A nice way to prevent this problem is to implement a Minimum Viable Product or MVP. The way an MVP fits in the API delivery process was presented in a previous post. An MVP allows for the creation of a feedback loop by implementing a data product with a minimum set of features so it can be shipped to the final users in the shortest time possible. In other words, instead of adding one a feature at a time during a long period of time, an MVP allows the team to create a fully usable –although limited– product in a relatively short time. Dat Tran wrote a great article on how an MVP can be applied to data products enhanced by Machine Learning. The key takeaway here is to start with the simplest solution that generates results as quickly as possible. With this baseline properly established, it is a lot easier to implement more complex and complete solutions later on.
This same reasoning should be applied to infrastructure. In other words, instead of investing tons of resources in data centers, expensive on-premise servers, GPUs, and clunky frameworks, all initial efforts should be directed toward the use of the cloud. By using cloud services from any provider, you can count on any of these items for a fraction of the cost. Even better, you can skip all of this, forget about infrastructure altogether, and use managed cloud services to streamline the entire implementation process. Examples of managed cloud services include AWS Lambda, Google Cloud Functions, AWS SageMaker, Google Datalab, AWS Glue, AWS Batch, etc. Future posts will cover these and many more of these outstanding tools.
Finally, the implementation of your data product needs to also include an effective way to deploy the finished solution to production. Once again, managed cloud services can be used to expedite this process as much as possible and to allow for an efficient feedback loop that provides valuable insights into the deployment process. In this context, it is necessary to make the deployment process automated, repeatable, and predictable. Specifically, deploying your product should not include any type of manual configuration or human intervention and it should be able to be executed anytime and as many times as necessary, always providing the same expected output.

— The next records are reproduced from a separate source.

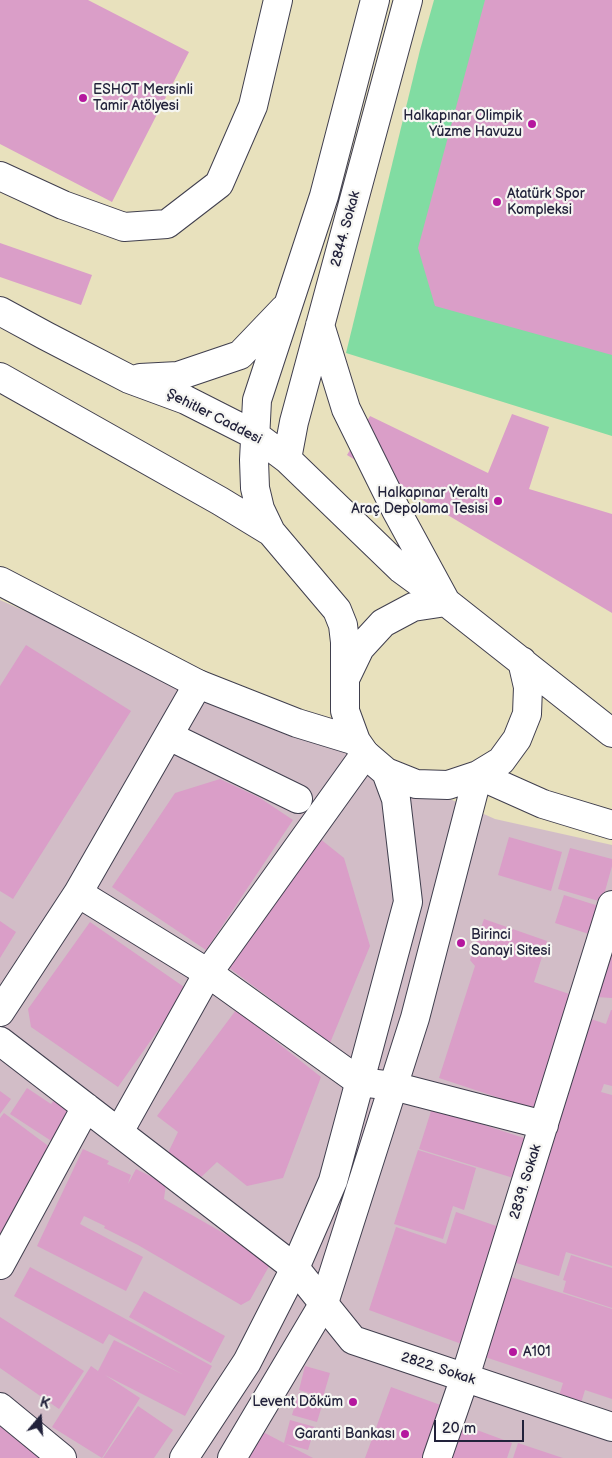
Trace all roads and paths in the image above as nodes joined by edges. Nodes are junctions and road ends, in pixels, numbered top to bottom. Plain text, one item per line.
1 (278, 0) edge
2 (375, 0) edge
3 (408, 0) edge
4 (0, 176) edge
5 (289, 304) junction
6 (0, 311) edge
7 (320, 325) junction
8 (0, 378) edge
9 (129, 378) junction
10 (255, 435) junction
11 (287, 459) junction
12 (271, 532) junction
13 (0, 581) edge
14 (446, 602) junction
15 (522, 661) junction
16 (346, 678) junction
17 (198, 684) junction
18 (612, 733) edge
19 (169, 736) junction
20 (360, 748) junction
21 (386, 772) junction
22 (478, 775) junction
23 (298, 799) dead end
24 (612, 825) edge
25 (78, 893) junction
26 (612, 905) edge
27 (208, 974) junction
28 (0, 1012) edge
29 (0, 1041) edge
30 (360, 1082) junction
31 (393, 1086) junction
32 (86, 1107) junction
33 (544, 1125) junction
34 (120, 1132) junction
35 (0, 1266) edge
36 (295, 1268) junction
37 (324, 1303) junction
38 (465, 1378) junction
39 (0, 1407) edge
40 (612, 1426) edge
41 (62, 1458) edge
42 (184, 1458) edge
43 (232, 1458) edge
44 (437, 1458) edge

1 - 4 main road
2 - 5 main road
3 - 7 main road, 2844. Sokak
5 - 9 main road
5 - 10 main road
6 - 9 main road, Şehitler Caddesi
7 - 11 main road, 2844. Sokak
7 - 14 main road
8 - 12 main road
9 - 10 main road, Şehitler Caddesi
10 - 11 main road, Şehitler Caddesi
10 - 12 main road
11 - 14 main road, Şehitler Caddesi
12 - 16 main road
13 - 17 main road
14 - 15 main road, Şehitler Caddesi
14 - 16 main road
15 - 18 main road, Şehitler Caddesi
15 - 22 main road
16 - 20 main road
17 - 19 main road
17 - 20 main road
19 - 23 main road
19 - 25 main road
20 - 21 main road
20 - 27 main road
21 - 22 main road
21 - 30 main road
22 - 24 main road
22 - 31 main road
25 - 27 main road
25 - 28 main road
26 - 33 main road, 2839. Sokak
27 - 30 main road
27 - 34 main road
29 - 32 main road, 2822. Sokak
30 - 31 main road
30 - 36 main road
31 - 33 main road
31 - 37 main road
32 - 34 main road, 2822. Sokak
32 - 35 main road
33 - 38 main road, 2839. Sokak
34 - 36 main road, 2822. Sokak
36 - 37 main road, 2822. Sokak
36 - 42 main road
37 - 38 main road, 2822. Sokak
37 - 43 main road
38 - 40 main road, 2822. Sokak
38 - 44 main road, 2839. Sokak
39 - 41 main road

Improving your data product
A data product is never done. The more your users use it, the more you get to know the problem and its potential solutions. Therefore, it is important for a data product to learn and improve from its own interaction with its users. The information generated from this interaction is unique and valuable. This information should be used by the data product to enhance the value it provides, to self-adapt to the users' needs, and to learn from them. Data product self-improvement is the first direct consequence of the implementation of an MVP, as described previously. This makes user feedback a necessary requirement for the product’s success.
Incorporating an appropriate feedback system in the final product is of paramount importance. This feedback system should provide a way to acquire information from the users in a seamless, subtle way and it should encourage and reward users that are willing to provide additional feedback information such as suggestions, reviews, upvotes, tags, etc. Once the feedback from the users is acquired, the feedback system should be able to validate, transform, and refine this information so that it can be used by the data product as input to improve its value and usage. The insights obtained from user feedback should be directly related to the product features. This helps in identifying the features that provide the highest value and the ones that should potentially be discarded or redesigned.
Finally, product improvement is not based only on user feedback but also on analyzing its own performance over time. To achieve this, it is necessary to define a set of concrete and measurable parameters or metrics that will be observed and scrutinized after the product reaches production. These parameters should include aspects like performance, accuracy, availability, and usability.